• WORK TO BE COMPLETED
Please give back only the lines below from the one containing "thumb mcp: (536, 137)" to the one containing "pinky mcp: (660, 114)", each repeated word for word, both ends included.

--------------------

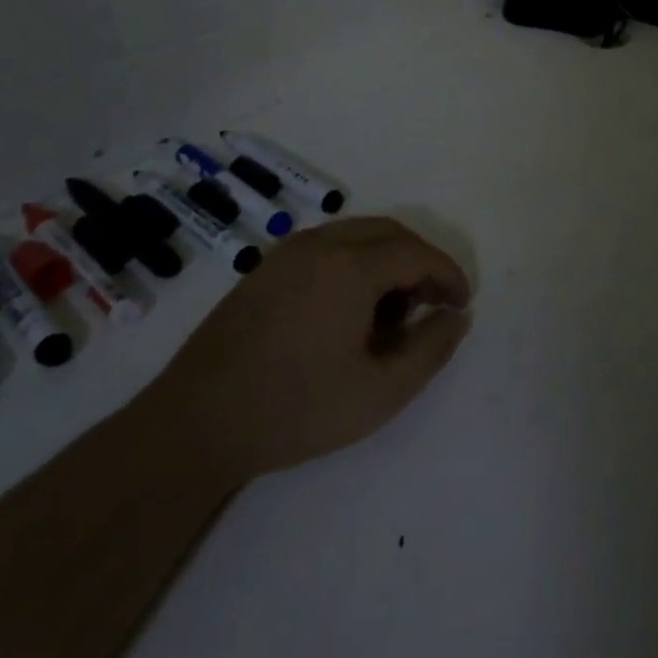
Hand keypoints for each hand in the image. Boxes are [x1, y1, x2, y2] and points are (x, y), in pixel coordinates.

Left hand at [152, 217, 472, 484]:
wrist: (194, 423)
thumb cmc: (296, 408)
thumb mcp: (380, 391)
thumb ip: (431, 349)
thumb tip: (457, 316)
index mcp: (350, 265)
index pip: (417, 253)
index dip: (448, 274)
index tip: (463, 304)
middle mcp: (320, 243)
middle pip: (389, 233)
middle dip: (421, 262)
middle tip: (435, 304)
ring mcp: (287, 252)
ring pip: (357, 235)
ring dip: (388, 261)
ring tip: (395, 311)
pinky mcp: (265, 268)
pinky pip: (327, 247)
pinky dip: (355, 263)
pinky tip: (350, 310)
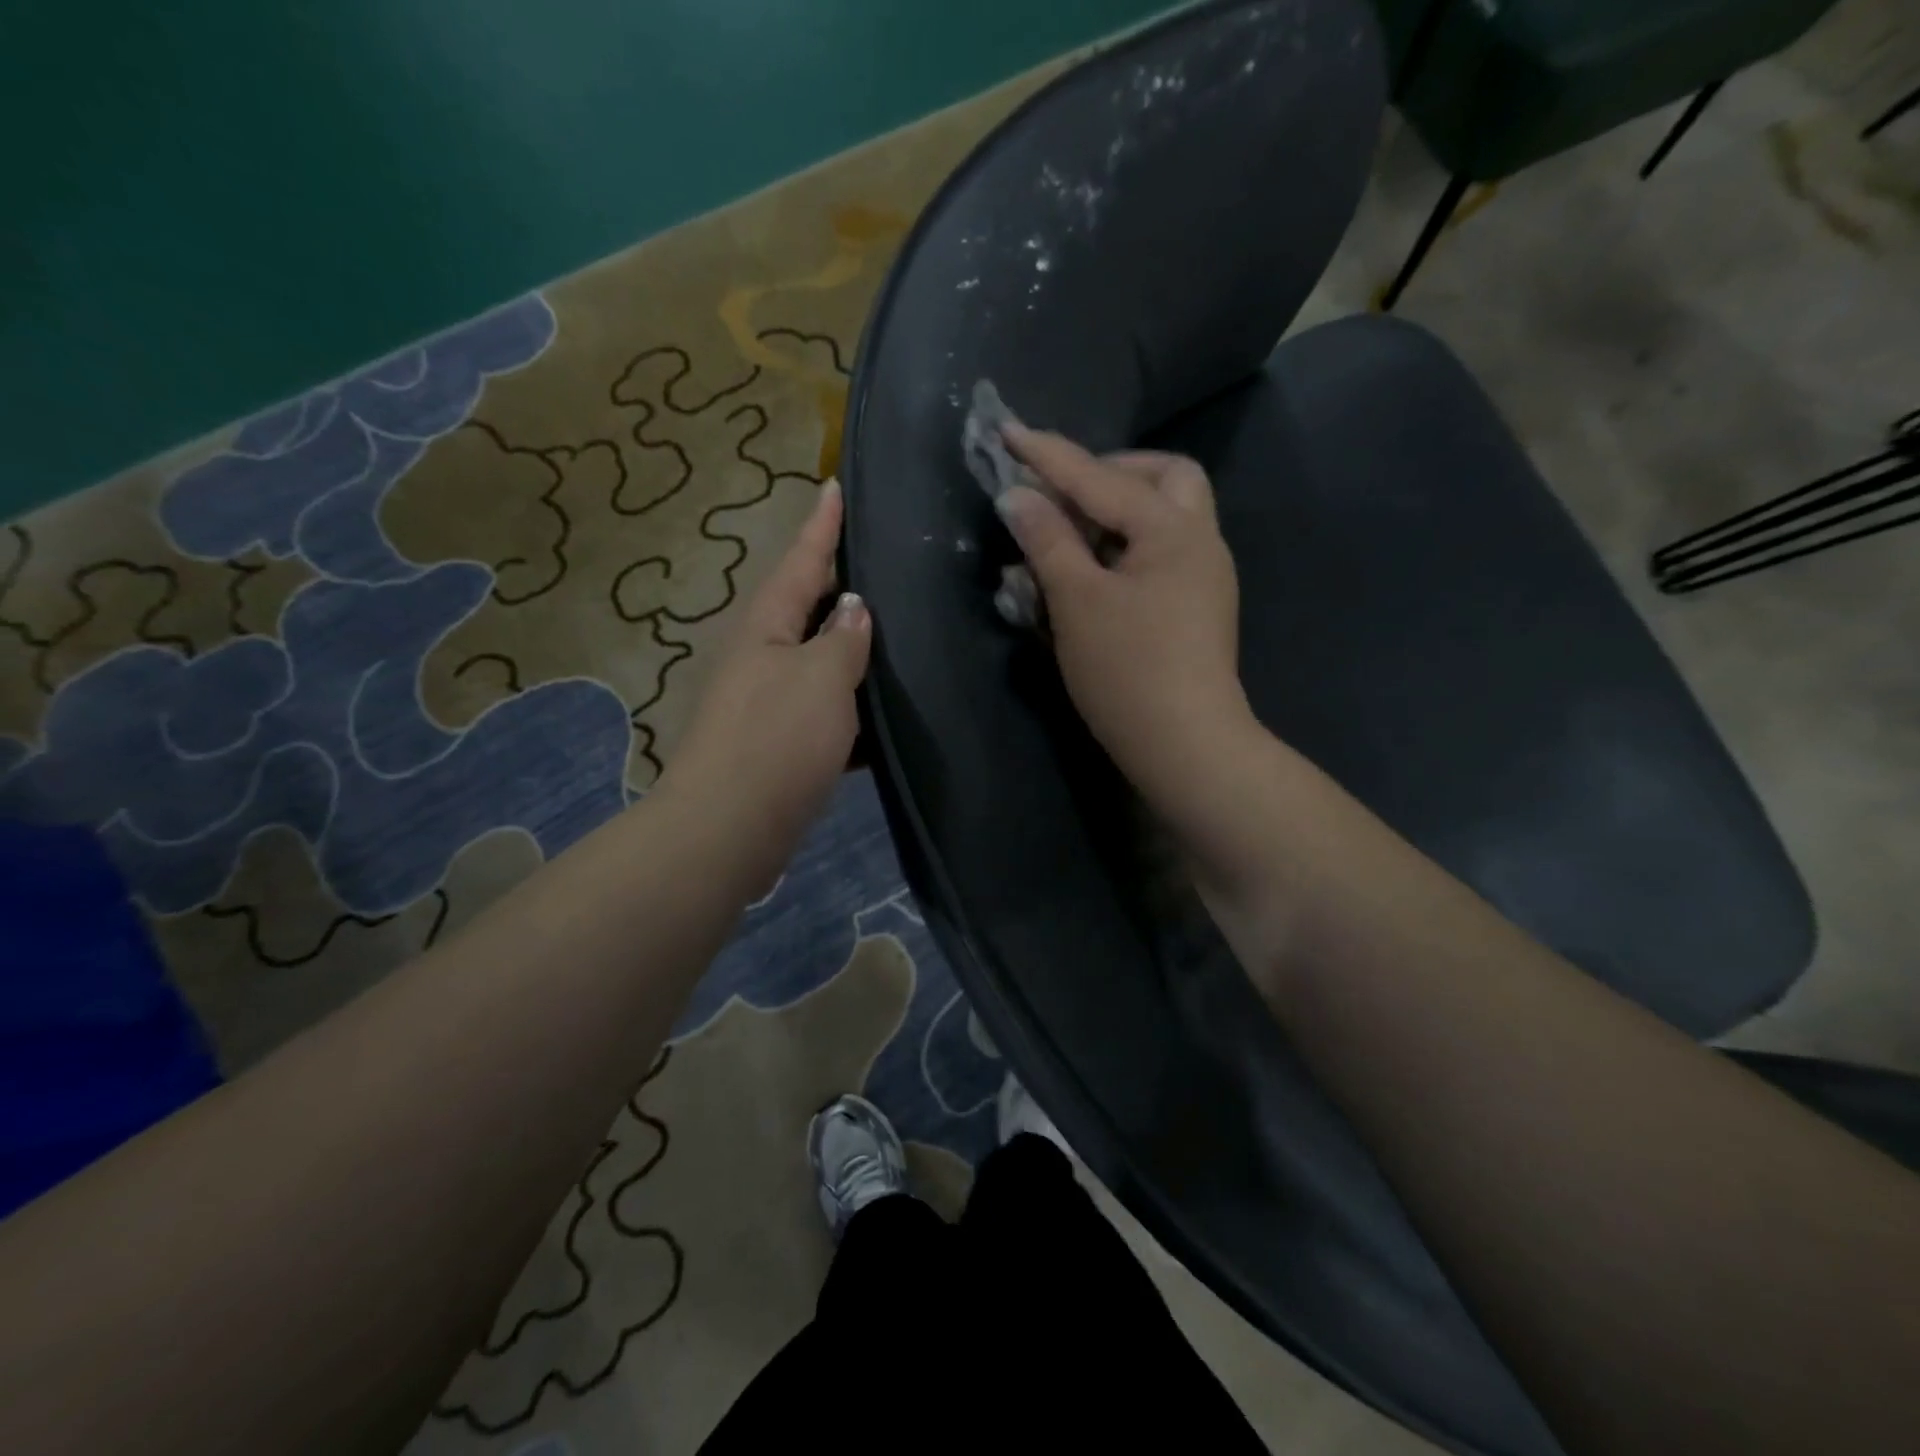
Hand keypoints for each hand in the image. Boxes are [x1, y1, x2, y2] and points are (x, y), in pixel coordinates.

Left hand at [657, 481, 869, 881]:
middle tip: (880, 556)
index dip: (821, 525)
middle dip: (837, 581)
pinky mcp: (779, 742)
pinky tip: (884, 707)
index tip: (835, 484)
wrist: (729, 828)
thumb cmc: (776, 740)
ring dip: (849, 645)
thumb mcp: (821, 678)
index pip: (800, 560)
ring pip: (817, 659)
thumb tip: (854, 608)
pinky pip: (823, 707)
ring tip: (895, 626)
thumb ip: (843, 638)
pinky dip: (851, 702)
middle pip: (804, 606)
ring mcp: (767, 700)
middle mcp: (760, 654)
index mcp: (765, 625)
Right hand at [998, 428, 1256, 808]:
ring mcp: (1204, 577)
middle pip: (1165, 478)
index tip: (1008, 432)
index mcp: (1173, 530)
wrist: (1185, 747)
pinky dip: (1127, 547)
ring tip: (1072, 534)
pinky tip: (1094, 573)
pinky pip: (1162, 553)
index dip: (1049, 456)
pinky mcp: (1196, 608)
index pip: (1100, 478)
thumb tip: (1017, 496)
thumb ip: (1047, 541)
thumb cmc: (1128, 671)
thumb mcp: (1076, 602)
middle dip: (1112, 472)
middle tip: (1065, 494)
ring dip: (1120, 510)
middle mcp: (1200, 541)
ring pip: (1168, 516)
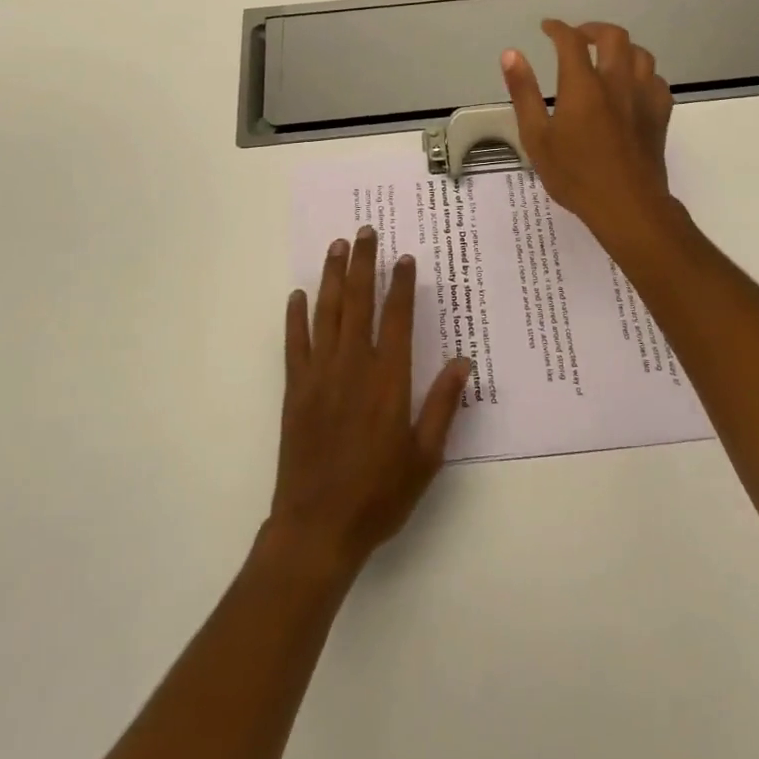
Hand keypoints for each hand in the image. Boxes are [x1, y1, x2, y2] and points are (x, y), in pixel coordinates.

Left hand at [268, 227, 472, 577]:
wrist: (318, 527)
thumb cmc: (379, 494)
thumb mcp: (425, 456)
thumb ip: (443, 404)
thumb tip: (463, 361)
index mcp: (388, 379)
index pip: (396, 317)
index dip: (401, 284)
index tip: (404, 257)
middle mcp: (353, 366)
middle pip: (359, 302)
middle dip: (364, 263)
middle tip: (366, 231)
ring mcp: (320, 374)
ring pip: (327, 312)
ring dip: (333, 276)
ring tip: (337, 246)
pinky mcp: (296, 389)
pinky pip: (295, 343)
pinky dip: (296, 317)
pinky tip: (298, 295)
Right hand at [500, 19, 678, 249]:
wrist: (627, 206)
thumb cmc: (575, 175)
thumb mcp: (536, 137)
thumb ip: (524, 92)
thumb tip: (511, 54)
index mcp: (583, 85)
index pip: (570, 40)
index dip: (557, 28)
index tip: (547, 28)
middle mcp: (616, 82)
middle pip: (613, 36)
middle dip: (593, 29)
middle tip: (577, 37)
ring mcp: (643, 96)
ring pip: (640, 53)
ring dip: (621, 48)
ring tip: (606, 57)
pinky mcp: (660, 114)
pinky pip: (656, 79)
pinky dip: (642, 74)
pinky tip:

--------------------

• OUTPUT
thumb mcp: (536, 137)
thumb ip: (524, 92)
thumb tip: (511, 54)
index mcp: (583, 85)
index pip: (570, 40)
index dip: (557, 28)
index tip: (547, 28)
middle mcp: (616, 82)
middle pip: (613, 36)
middle dip: (593, 29)
middle tip: (577, 37)
ring mcp: (643, 96)
ring pip: (640, 53)
ring dip: (621, 48)
ring tip: (606, 57)
pinky mcp: (660, 114)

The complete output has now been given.